Naturalmente, la ragione profonda della mancata ribellione a Hitler (come pure a Stalin) suona ancora più sgradevole ai delicati orecchi del politicamente corretto, perché giace a un livello ideologicamente più “basso” dei gusti dei nostri intellettuali, tutti debitamente progressisti e, se possibile, di sinistra. Oltre alle difficoltà pratiche materiali di organizzare, o anche solo d’immaginare, una ribellione nei confronti di un regime autenticamente totalitario, come quello nazista (e quello comunista; mentre il regime fascista era totalitario solo nelle velleità di pochi suoi esponenti, e Mussolini non era fra costoro), resta la decisiva contro domanda: Perché mai i tedeschi (o i russi) avrebbero dovuto ribellarsi contro un regime che stava conseguendo dei grandiosi successi, sia in politica interna che in politica estera? Un regime che, nel caso della Germania, aveva assorbito, in soli sei anni, l’intera disoccupazione provocata dalla crisi di Wall Street del 1929, qualcosa come sei milioni di disoccupati, al ritmo di un milione l’anno, riportando quel Paese, alla vigilia della guerra, nel 1939, ai vertici dell’economia mondiale?
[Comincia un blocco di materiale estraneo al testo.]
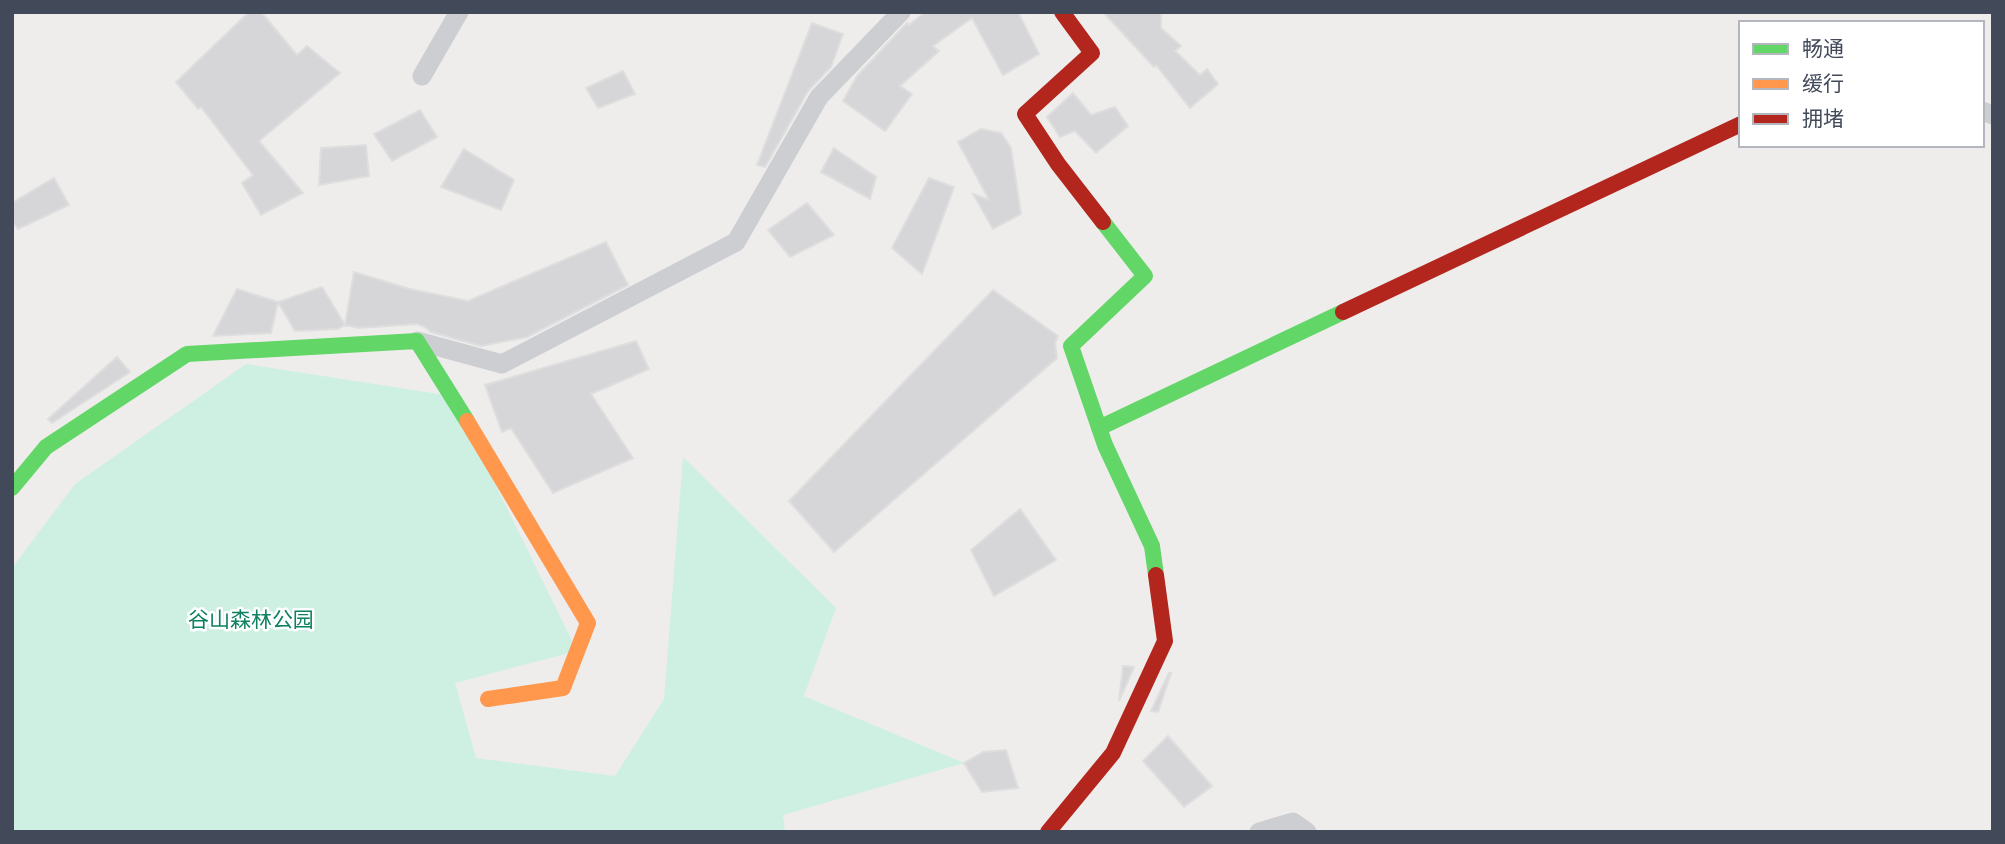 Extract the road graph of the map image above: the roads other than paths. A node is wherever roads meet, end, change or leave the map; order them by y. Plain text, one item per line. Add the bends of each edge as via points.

Ma qui il discorso si farebbe inevitabilmente scabroso, perché bisognerebbe vedere in che modo il nazismo ha realizzato un simile miracolo, perché di un miracolo si tratta, visto che gli storici di regime sono ancora qui ad affannarsi per spiegarci come Roosevelt, col suo mitico New Deal, e pur disponendo di risorse incomparabilmente superiori, non riuscì a rimettere in piedi l’economia americana e a riassorbire la disoccupazione; cosa che accadde, invece, solo con l’entrata in guerra degli Stati Uniti e l’inizio della conversione industriale agli scopi bellici.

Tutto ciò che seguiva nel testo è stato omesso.